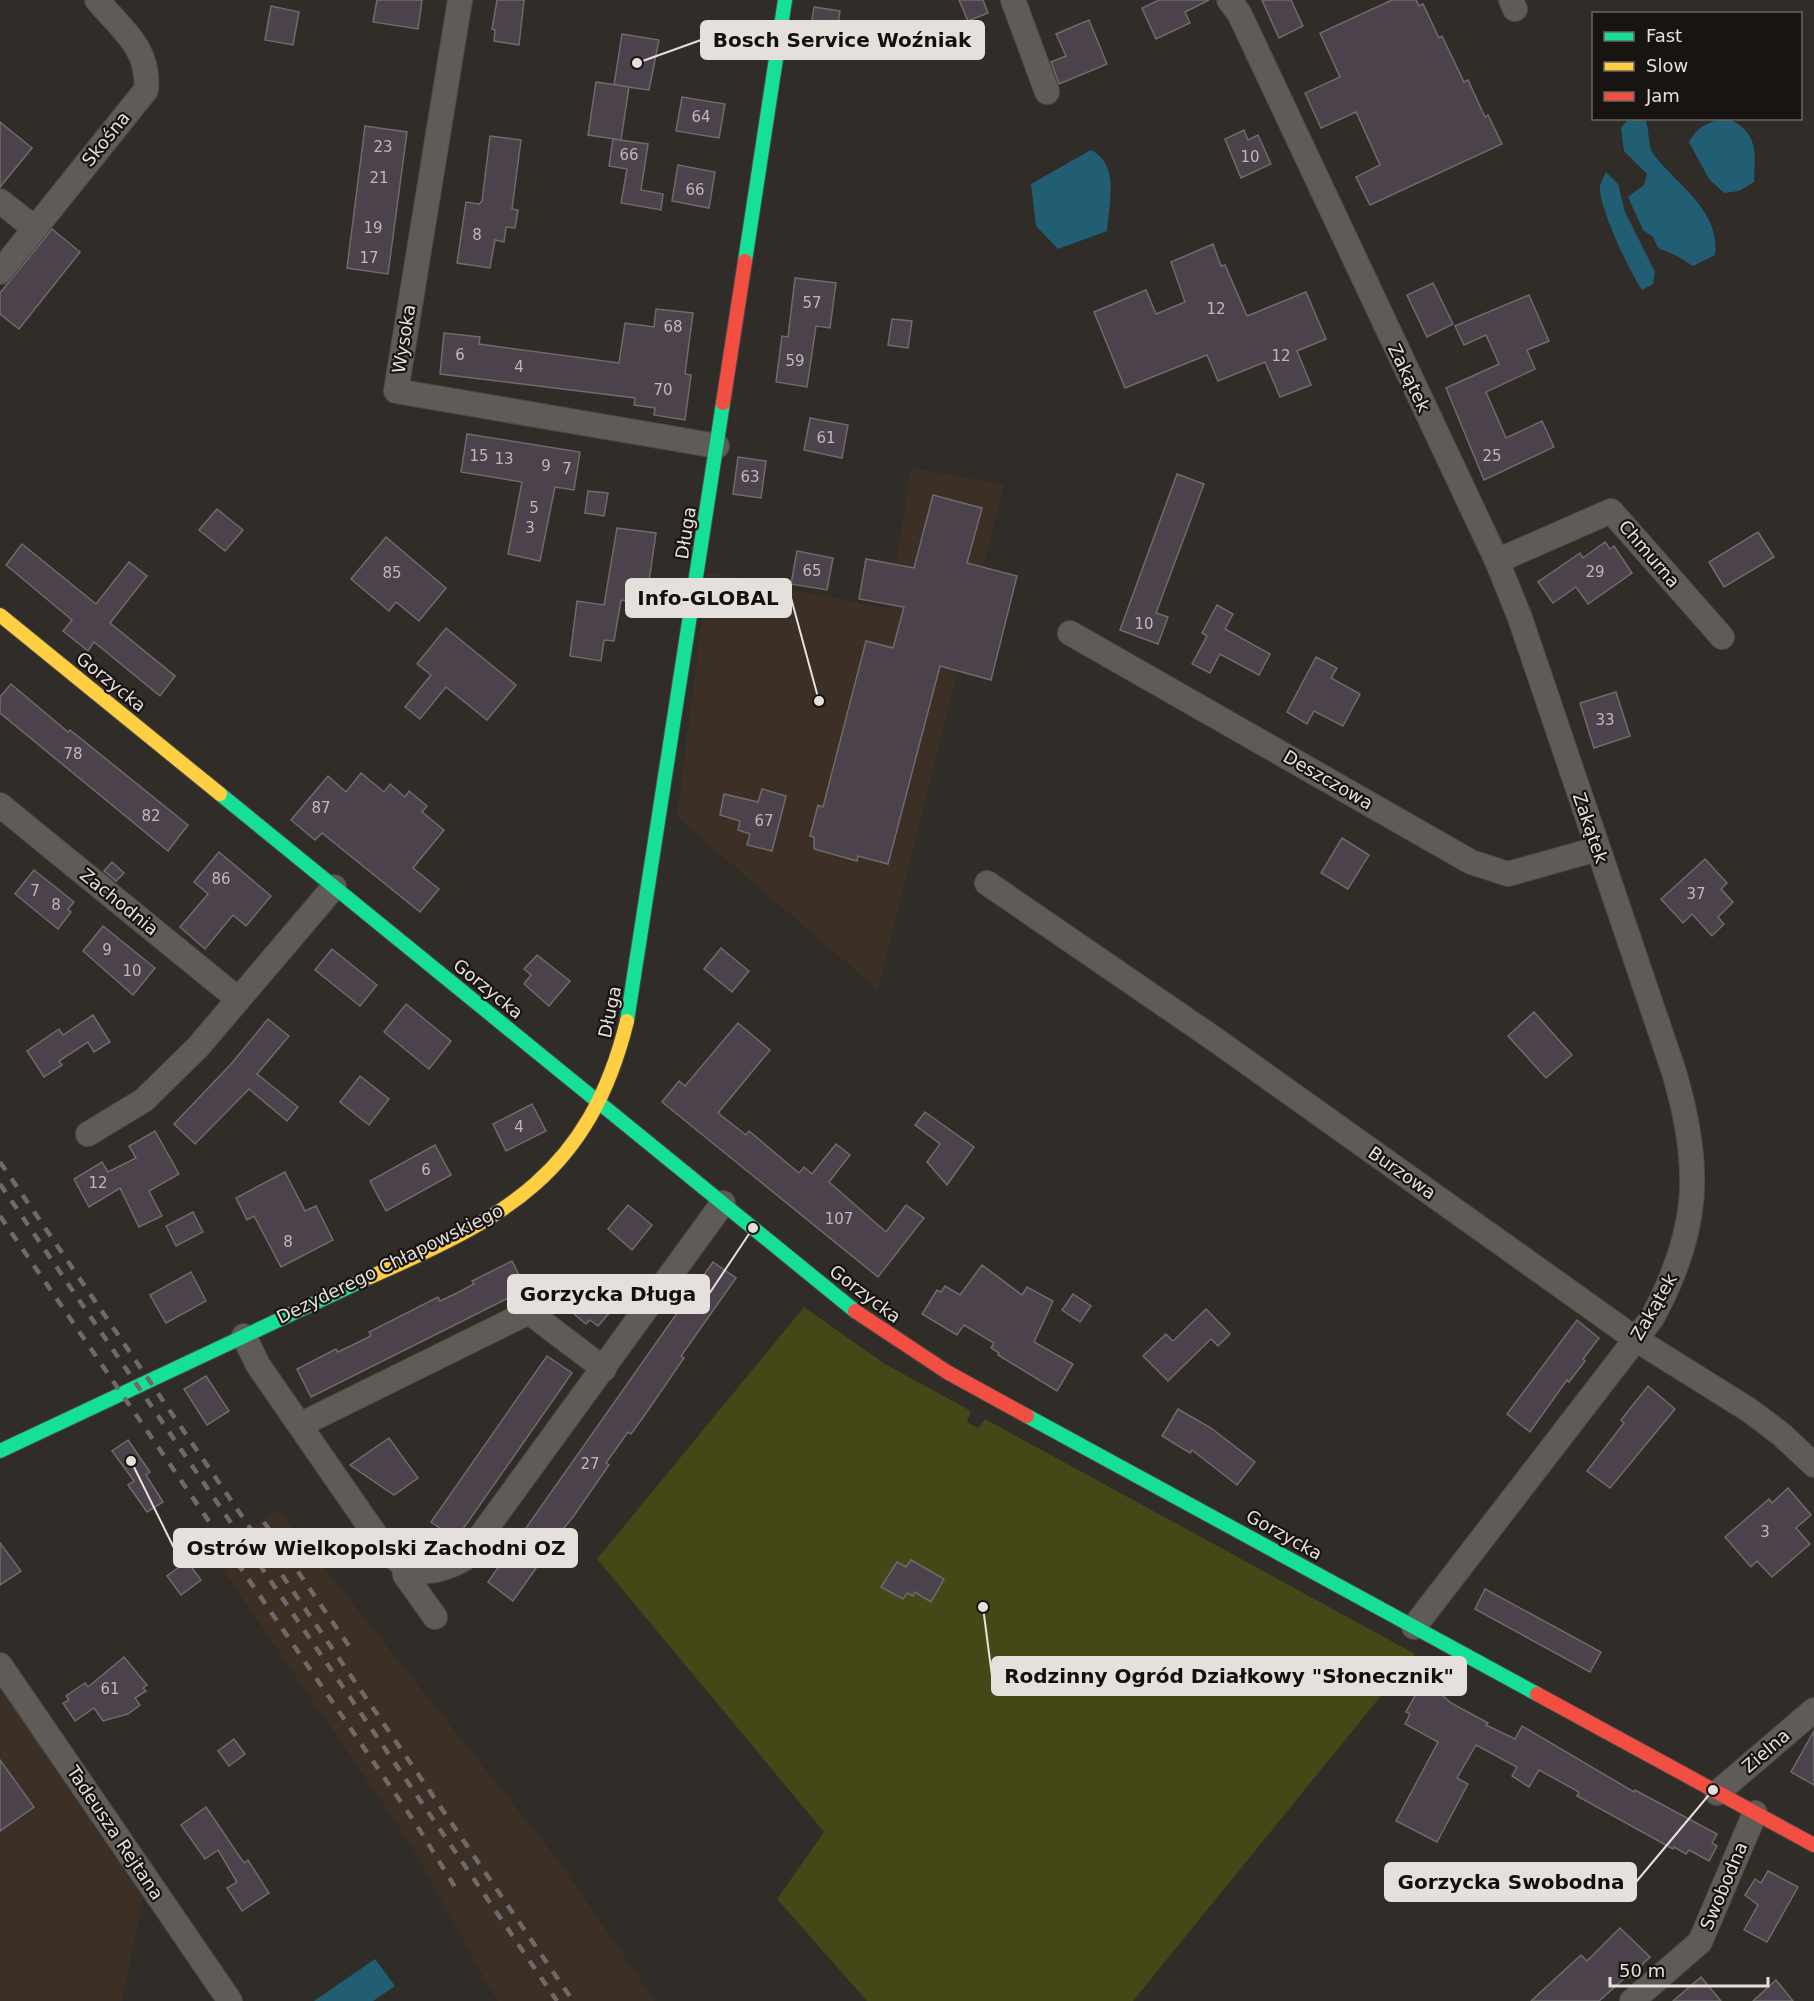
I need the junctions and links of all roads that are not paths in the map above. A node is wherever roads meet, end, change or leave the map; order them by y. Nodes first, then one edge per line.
1 (97, 0) edge
2 (460, 0) edge
3 (785, 0) edge
4 (1013, 0) edge
5 (1229, 0) edge
6 (1047, 92) dead end
7 (0, 201) edge
8 (34, 228) junction
9 (0, 272) edge
10 (717, 446) junction
11 (1497, 561) junction
12 (0, 615) edge
13 (1070, 633) dead end
14 (1722, 637) dead end
15 (0, 805) edge
16 (1597, 849) junction
17 (987, 883) dead end
18 (334, 887) junction
19 (238, 999) junction
20 (600, 1103) junction
21 (88, 1134) dead end
22 (723, 1203) junction
23 (244, 1336) junction
24 (1637, 1340) junction
25 (604, 1369) junction
26 (300, 1425) junction
27 (0, 1451) edge
28 (1814, 1465) edge
29 (404, 1566) junction
30 (435, 1617) dead end
31 (1414, 1628) junction
32 (0, 1665) edge
33 (1814, 1710) edge
34 (1717, 1793) junction
35 (1755, 1813) junction
36 (1814, 1845) edge
37 (230, 2001) edge
38 (1632, 2001) edge

1 - 8 street, Skośna
2 - 10 street, Wysoka
3 - 10 street, Długa
4 - 6 street
5 - 11 street, Zakątek
7 - 8 street
8 - 9 street, Skośna
10 - 20 street, Długa
11 - 14 street, Chmurna
11 - 16 street, Zakątek
12 - 18 street, Gorzycka
13 - 16 street, Deszczowa
15 - 19 street, Zachodnia
16 - 24 street, Zakątek
17 - 24 street, Burzowa
18 - 19 street
18 - 20 street, Gorzycka
19 - 21 street
20 - 22 street, Gorzycka
20 - 23 street, Dezyderego Chłapowskiego
22 - 25 street
22 - 31 street, Gorzycka
23 - 26 street
23 - 27 street, Dezyderego Chłapowskiego
24 - 28 street, Burzowa
24 - 31 street, Zakątek
25 - 26 street
25 - 29 street
26 - 29 street
29 - 30 street
31 - 34 street, Gorzycka
32 - 37 street, Tadeusza Rejtana
33 - 34 street, Zielna
34 - 35 street, Gorzycka
35 - 36 street, Gorzycka
35 - 38 street, Swobodna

━━━━━━

* [Task statement]
Go through the entries above and copy every line containing "Dezyderego".

* [Answer below]
20 - 23 street, Dezyderego Chłapowskiego
23 - 27 street, Dezyderego Chłapowskiego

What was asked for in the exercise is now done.